The primary targets for the authorities are specific families of malware, often connected via a botnet to command-and-control servers.
"If you can shut them down, then all of those will not receive any commands or be manipulated by the attackers," he said.
Law enforcement agencies are also focusing on the authors of malware toolkits.
"They're breaking the supply chain and making it harder for lower criminals to get their hands on the tools and use them," said Wueest.
Not all countries improved at the same rate, he added.
In the United States, the decline was about on a par with the global average. But financial Trojan activity did not drop as much in Japan, China, and South Korea.
"The attackers moved to different markets because it's starting to get more difficult to get money out of the US or UK-based financial institutions," he said.

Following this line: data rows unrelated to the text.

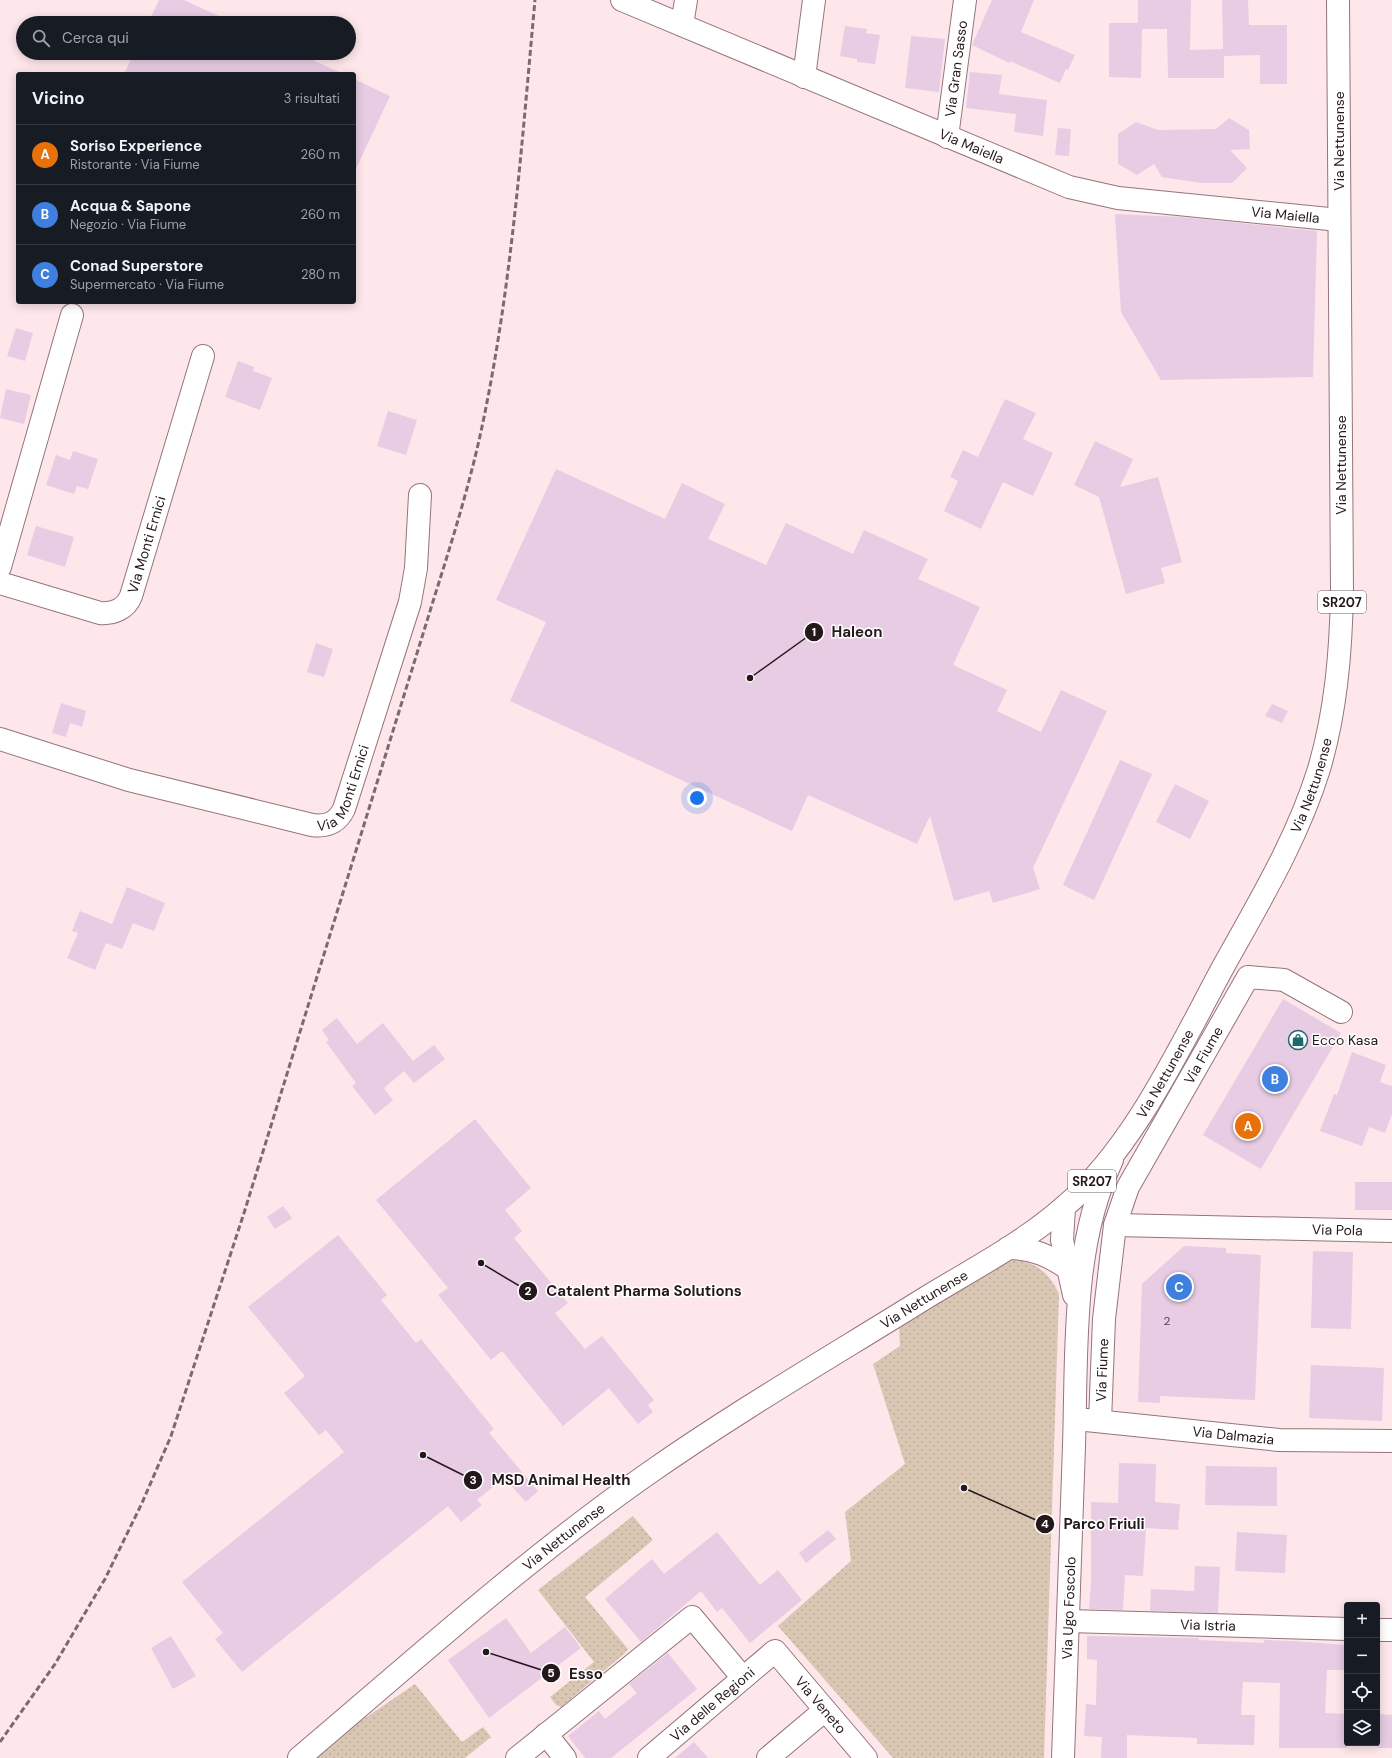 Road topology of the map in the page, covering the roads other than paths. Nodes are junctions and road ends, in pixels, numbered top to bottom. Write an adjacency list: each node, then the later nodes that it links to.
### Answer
1 (622, 0): 6 (street, Via Maiella)
2 (686, 0): 6 (street)
3 (814, 0): 7 (street)
4 (965, 0): 8 (street, Via Gran Sasso)
5 (1338, 0): 9 (street, Via Nettunense / SR207)
6 (682, 25): 7 (street, Via Maiella)
7 (804, 76): 8 (street, Via Maiella)
8 (947, 137): 9 (street, Via Maiella)
9 (1339, 220): 17 (street, Via Nettunense / SR207)
10 (72, 315): 13 (street)
11 (202, 356): 14 (street, Via Monti Ernici)
12 (420, 496): 15 (street, Via Monti Ernici)
13 (0, 567)
14 (0, 583)
15 (0, 739)
16 (1341, 1012): 19 (street, Via Fiume)
17 (1116, 1151): 18 (street, Via Nettunense / SR207); 22 (street, Via Ugo Foscolo)
18 (1064, 1208): 21 (street, Via Nettunense / SR207); 22 (street, Via Ugo Foscolo)
19 (1115, 1225): 20 (street, Via Pola); 23 (street, Via Fiume)
20 (1392, 1231)
21 (1008, 1248): 22 (street); 35 (street, Via Nettunense / SR207)
22 (1080, 1264): 23 (street); 24 (street, Via Ugo Foscolo)
23 (1109, 1271): 25 (street, Via Fiume)
24 (1075, 1420): 25 (street, Via Dalmazia); 27 (street, Via Ugo Foscolo)
25 (1100, 1421): 26 (street, Via Dalmazia)
26 (1392, 1441)
27 (1068, 1621): 28 (street, Via Istria); 41 (street, Via Ugo Foscolo)
28 (1344, 1629)
29 (1380, 1630): 30 (street)
30 (1392, 1630)
31 (775, 1651): 32 (street, Via delle Regioni); 33 (street, Via Veneto)
32 (743, 1678): 34 (street); 38 (street, Via delle Regioni)
33 (825, 1710): 39 (street); 40 (street, Via Veneto)
34 (546, 1734): 36 (street); 37 (street)
35 (299, 1758)
36 (517, 1758)
37 (565, 1758)
38 (648, 1758)
39 (768, 1758)
40 (866, 1758)
41 (1063, 1758) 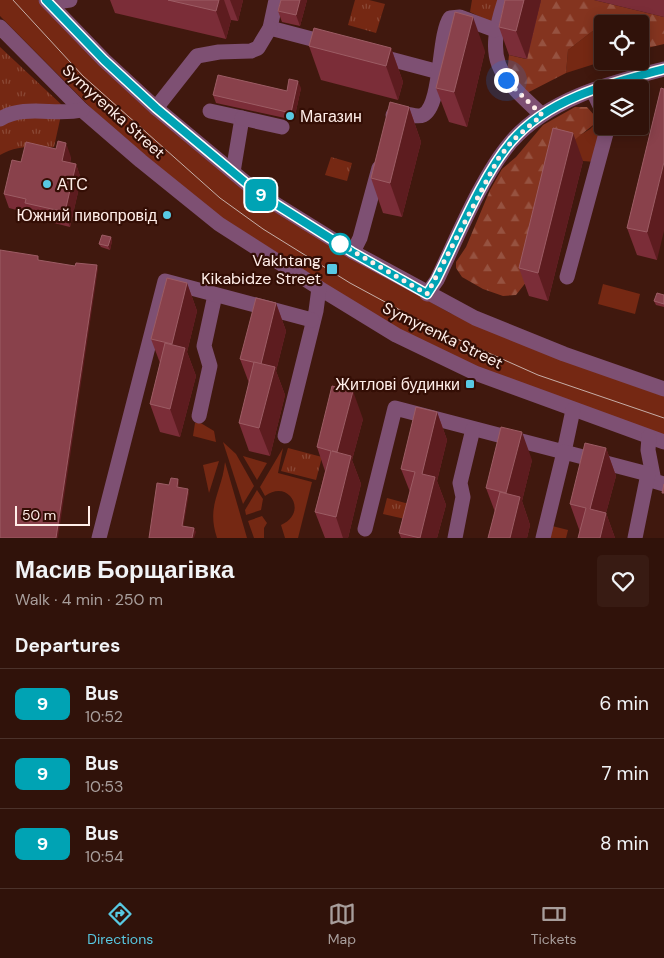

However, the US is still the primary target for cybercriminals, he added.
Last year, financial Trojans compromised the computers of 4.1 million individual users, with variants of the Trojan.Zbot malware accounting for about 4 million of that number.
Nearly a million of those compromised computers were in the U.S., followed by the U.K. with just under 400,000, and Germany with 300,000.
A total of 595 financial U.S. financial institutions were targeted last year including one bank that unfortunately was targeted by 95 percent of all Trojans because the malware authors used it as a model for how to set up attacks.
Wueest declined to provide the name of that bank.
Meanwhile, although mobile payments and digital currencies were in the news last year, neither was a major target for cybercriminals.
"Bitcoin's market value is still high enough that we would expect more attacks against people using it," he said. "But, to our surprise, we haven't see a lot of attackers going after Bitcoin."
One reason, he suggested, is the Bitcoin users haven't hit critical mass, and the effort of writing malware targeting it is not currently worth it.
"Attackers are still making enough money from banking accounts," he said. "And if you infect someone's laptop, the chances of them using online banking is pretty high. But the percentage of people using digital currency is really a tiny fraction."
Meanwhile, as Apple, Google and Samsung begin to roll out mobile payments, he expects to see criminals to start paying attention soon.
"At the moment, we haven't seen the Trojans targeting those yet," he said. "But we do expect this year for attackers to look into it. If you can infect a mobile phone that can be used as a credit card, that is real money for attackers."